As bipartisan support grows for severe sanctions on Russia over its deployment of troops into Ukraine ― with some lawmakers drawing comparisons to Germany’s aggression in pre-World War II Europe ― prominent Donald Trump supporters are questioning America’s interests in the region, echoing Kremlin talking points about Ukraine, and heaping praise on Russian President Vladimir Putin.
Fox News host Tucker Carlson, the most influential voice on the network, suggested Tuesday that maybe Putin isn’t actually as bad a guy as the West makes him out to be. Carlson claimed President Joe Biden is actually the aggressor, and that he’s secretly setting up a conflict with Russia to “make a play against fossil fuels.”
Tucker: It may be worth asking yourself… why do I hate Putin.. Has Putin ever called me a racist? Has he threatened to get me fired for disagreeing with him? pic.twitter.com/0jlXfS0PYy
— Acyn (@Acyn) February 23, 2022
Right-wing author and commentator Candace Owens, another Trump acolyte, agreed, tweeting: “WE are at fault.” She urged her followers to read Putin’s remarks from earlier this week, in which he painted a distorted picture of Western aggression. Some observers saw the speech as an effort to sell a further invasion of Ukraine to the Russian public.
Meanwhile, Charlie Kirk, a conservative activist and radio host, dismissed the crisis as a “family dispute between two countries.”
“Who cares?” Kirk asked on his show.
It’s not just media figures downplaying the Ukraine crisis. Ohio GOP Senate candidate J.D. Vance has argued the U.S. border with Mexico is more important to voters, drawing attacks from Jane Timken, another candidate in the race who has strongly condemned Putin’s aggression. Former Secretary of State Mike Pompeo, who is widely thought to be preparing a run for president in 2024, heaped praise on Putin as “very shrewd,” adding that he has “enormous respect” for the Russian leader.
Not to be outdone, Trump himself appeared in awe of Putin during an interview on Tuesday, calling his deployment of troops into Ukraine “genius.”
“I said, ‘How smart is that?’ And he’s going to go in and be a peacekeeper. That’s the strongest peace force,” Trump said.
Trump and his allies complimenting Putin is nothing new, of course. Throughout his four years in office, the former president repeatedly praised Putin and other autocrats across the world for being “tough,” unlike leaders in America.

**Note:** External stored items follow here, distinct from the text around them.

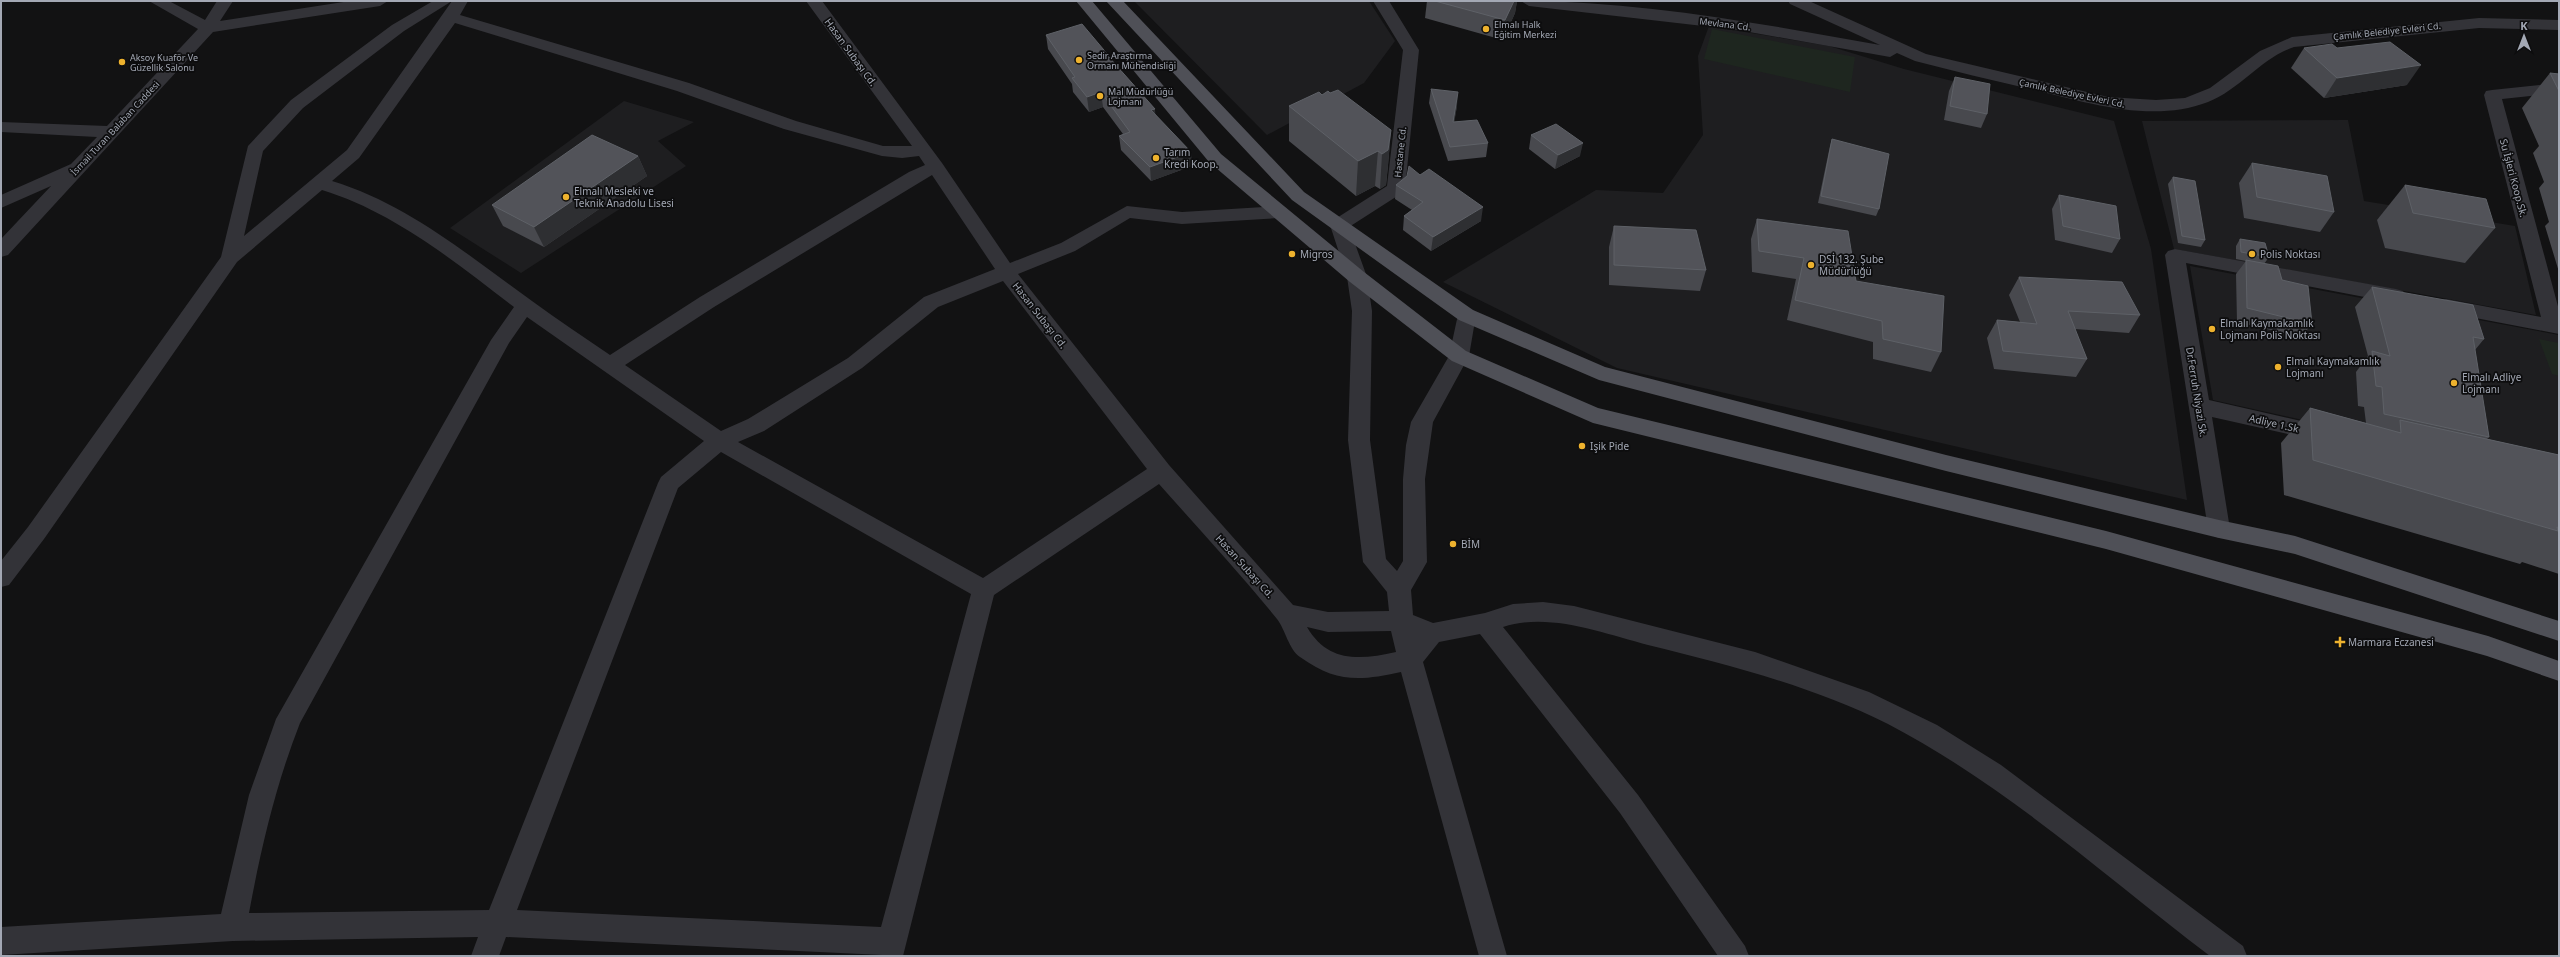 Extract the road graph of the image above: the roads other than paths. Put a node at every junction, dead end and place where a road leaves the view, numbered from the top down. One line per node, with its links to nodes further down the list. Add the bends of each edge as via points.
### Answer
1 (157, 1): 12 (street)
2 (225, 1): 12 (street, İsmail Turan Balaban Caddesi)
3 (380, 1): 12 (street)
4 (814, 1): 17 (street, Hasan Subaşı Cd.)
5 (1084, 1): 22 (main road, via 1215,158)
6 (1114, 1): 23 (main road, via 1298,196)
7 (1381, 1): 23 (street, Hastane Cd., via 1411,50 1396,189)
8 (1529, 1): 13 (street, Mevlana Cd., via 1738,25)
9 (1796, 1): 13 (street, Çamlık Belediye Evleri Cd.)
10 (452, 6): 17 (street, via 790,125 882,151 902,153); 20 (street, via 353,154); 25 (street, via 398,28 297,104 254,150)
11 (2559, 25): 13 (street, Çamlık Belediye Evleri Cd., via 2479,23 2292,42 2265,53 2216,94 2171,106 2139,106 2108,102)
12 (208, 28): 16 (street, İsmail Turan Balaban Caddesi)
13 (1921, 58)
14 (2559, 88): 30 (street, Su İşleri Koop.Sk., via 2492,95)
15 (1, 127): 16 (street)
16 (112, 132): 18 (street, İsmail Turan Balaban Caddesi)
17 (921, 150): 19 (street, Hasan Subaşı Cd.)
18 (80, 165): 21 (street); 24 (street, İsmail Turan Balaban Caddesi)
19 (936, 167): 26 (street, Hasan Subaşı Cd.); 32 (street, via 915,176)
20 (319, 183): 25 (street); 28 (street, via 354,194 400,218 456,254)
21 (1, 202)
22 (1279, 212): 26 (street, via 1182,218 1127,212 1068,247); 27 (main road)
23 (1339, 225): 27 (street); 29 (main road)
24 (1, 251)
25 (230, 258): 38 (street, via 40,527)
26 (1007, 273): 35 (street, via 932,302 855,363 756,425); 36 (street, Hasan Subaşı Cd.)
27 (1357, 277): 31 (main road); 39 (street, via 1362,311 1358,440 1375,562)
28 (525, 306): 32 (street); 49 (street, via 498,346 289,719 274,755 241,879)
29 (1466, 315): 31 (street); 37 (main road, via 1599,374 1946,463)
30 (2556, 326): 33 (street, Dr.Ferruh Niyazi Sk., via 2175,255)
31 (1459, 356): 39 (street, via 1422,422 1414,480 1415,562); 47 (main road, via 1593,415 2106,540 2488,646)
32 (611, 364): 35 (street)
33 (2199, 406): 34 (street, Adliye 1.Sk); 37 (street, Dr.Ferruh Niyazi Sk.)
34 (2344, 439)
35 (719, 441): 40 (street); 48 (street, via 669,483)
36 (1161, 471): 40 (street); 41 (street, Hasan Subaşı Cd.)
37 (2219, 529): 44 (main road, via 2295,545)
38 (1, 578)
39 (1399, 589): 42 (street)
40 (984, 590): 51 (street)
41 (1286, 613): 42 (street, via 1328,622); 46 (street, Hasan Subaşı Cd., via 1307,649 1331,663 1363,669)
42 (1400, 621): 45 (street); 46 (street)
43 (1485, 623): 45 (street); 54 (street, via 1629,804); 55 (street, via 1513,614 1543,612 1574,616 1798,675 1862,701 1918,728 2006,784)
44 (2559, 631)
45 (1432, 634): 46 (street)
46 (1410, 660): 53 (street)
47 (2559, 671)
48 (496, 923): 49 (street); 51 (street); 52 (street)
49 (233, 926): 50 (street)
50 (1, 942)
51 (890, 948)
52 (485, 956)
53 (1493, 956)
54 (1735, 956)
55 (2233, 956) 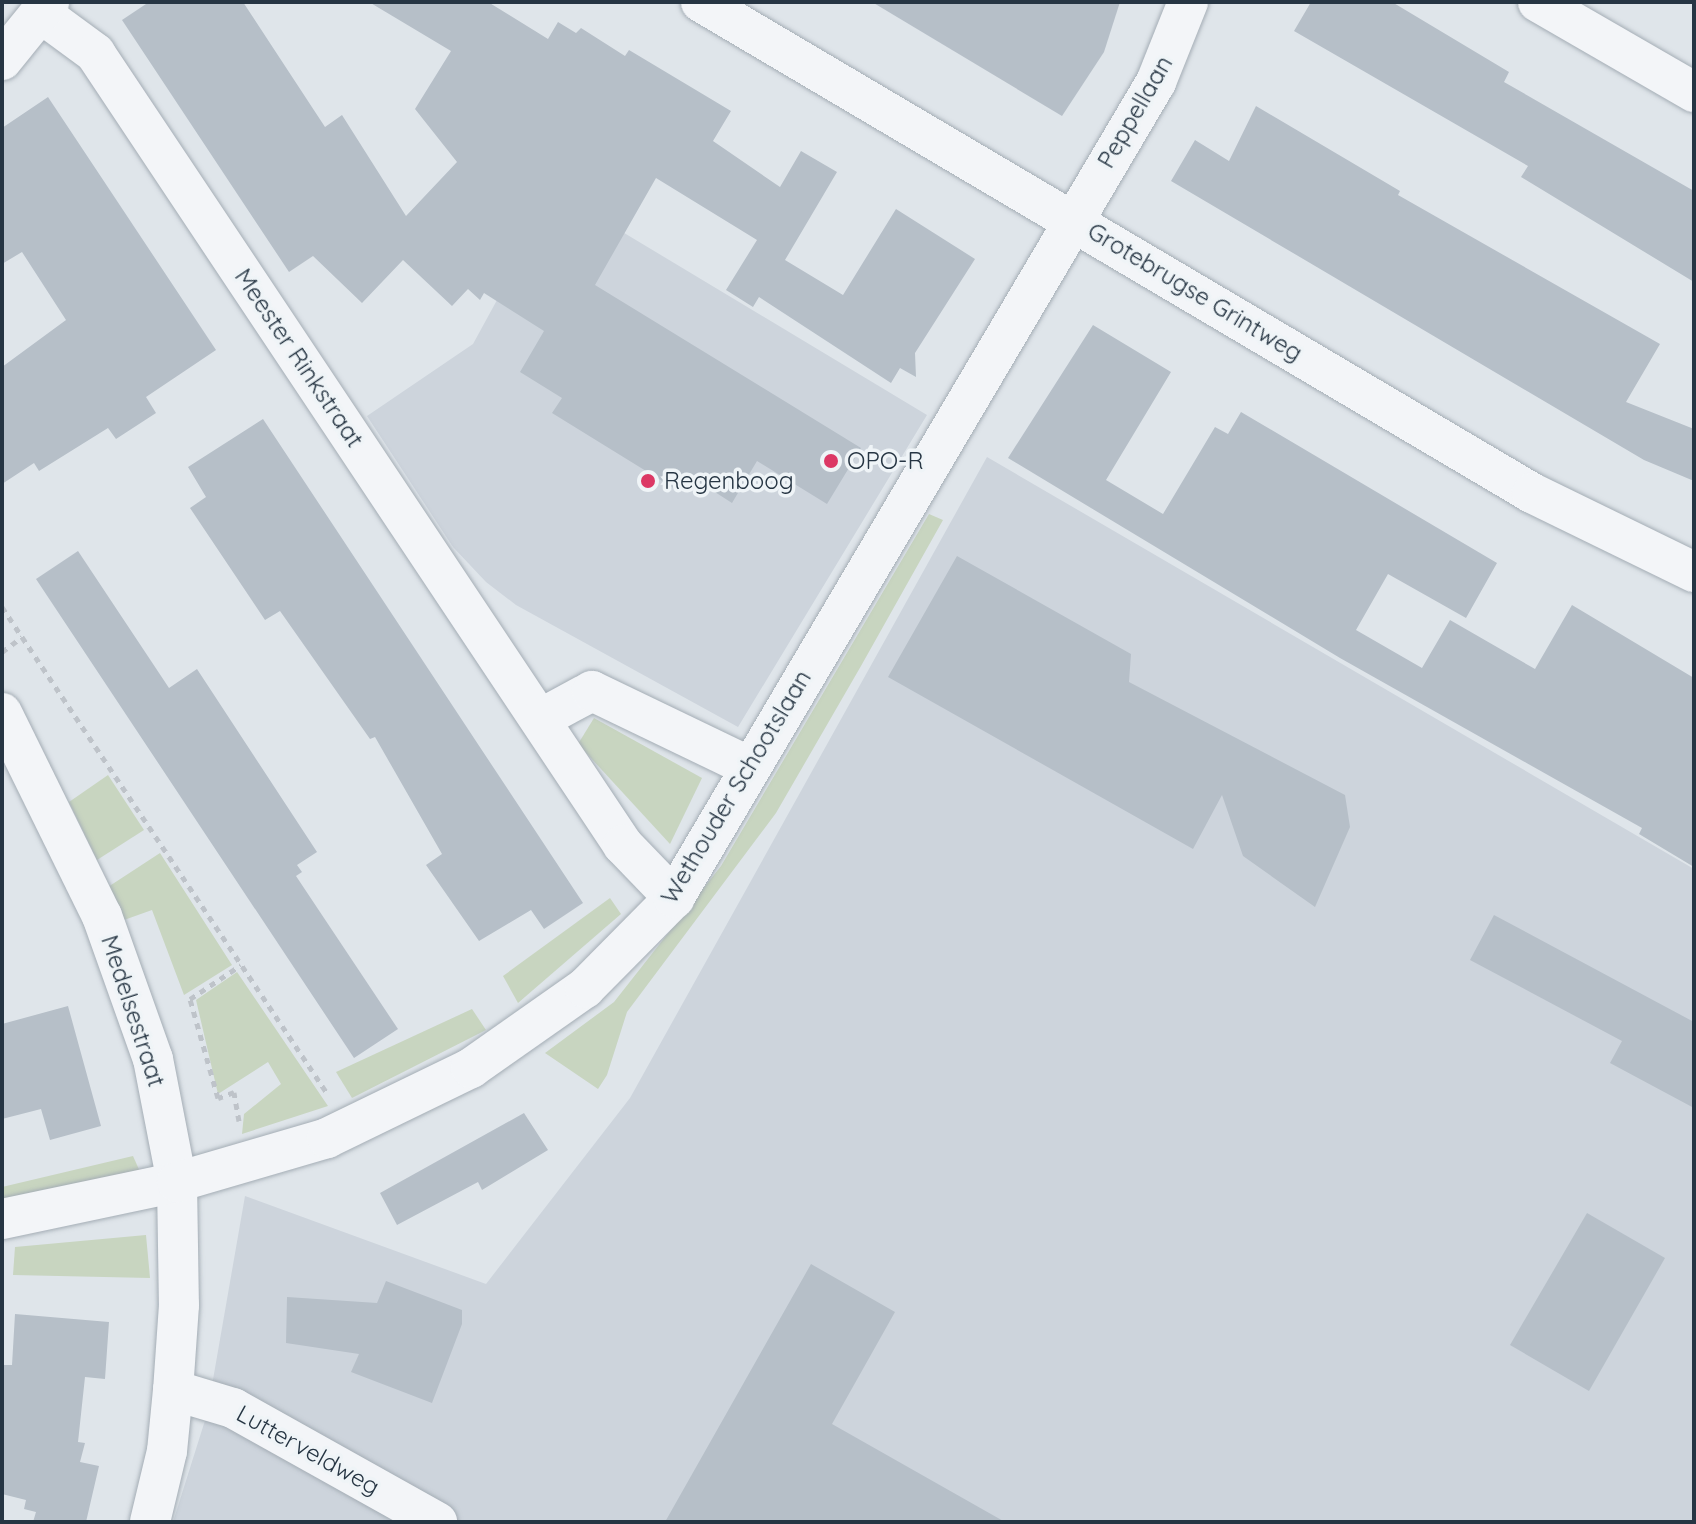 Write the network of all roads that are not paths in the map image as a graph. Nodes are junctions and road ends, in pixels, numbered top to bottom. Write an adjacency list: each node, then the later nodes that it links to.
1 (701, 2): 7 (street, Grotebrugse Grintweg)
2 (1188, 2): 7 (street, Peppellaan)
3 (1554, 6): 6 (street)
4 (45, 8): 5 (street); 10 (street, Meester Rinkstraat)
5 (2, 60)
6 (1694, 92)
7 (1073, 218): 8 (street, Grotebrugse Grintweg); 11 (street, Wethouder Schootslaan)
8 (1694, 572)
9 (2, 713): 13 (street, Medelsestraat)
10 (540, 719): 11 (street); 12 (street, Meester Rinkstraat)
11 (750, 767): 12 (street, Wethouder Schootslaan)
12 (674, 898): 13 (street, Wethouder Schootslaan)
13 (177, 1182): 14 (street, Wethouder Schootslaan); 15 (street, Medelsestraat)
14 (2, 1219)
15 (173, 1390): 16 (street, Medelsestraat); 17 (street, Lutterveldweg)
16 (150, 1522)
17 (437, 1522)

Establishment voices within the GOP ― what’s left of them, anyway ― are responding to the situation in Ukraine very differently. Republican senators, including Minority Leader Mitch McConnell (Ky.), Lindsey Graham (S.C.), Ben Sasse (Neb.) and Marco Rubio (Fla.), are urging Biden to go even further by imposing harsher sanctions directly on Putin and his allies, and faulting the president for not doing so earlier.
“President Biden is the president of the United States, and to the extent that I can help him push back against Putin and bring stability to the world, I will gladly do so,” Graham said Tuesday in South Carolina.
“I will not be part of an appeasement movement that will lead to further conflict,” he said, in an apparent reference to Republicans who have declined to oppose Putin.
But with the GOP’s response to Ukraine fractured, and Trump unwilling to condemn Putin directly, widespread Republican support for tougher U.S. measures in response to Russian aggression may prove hard to find.
“This is the Republican mainstream,” Sen. Chris Murphy (D-Conn.) tweeted on Wednesday, referring to GOP candidates downplaying Putin’s sending of troops into Ukraine. “People like Graham and McConnell are the outliers.”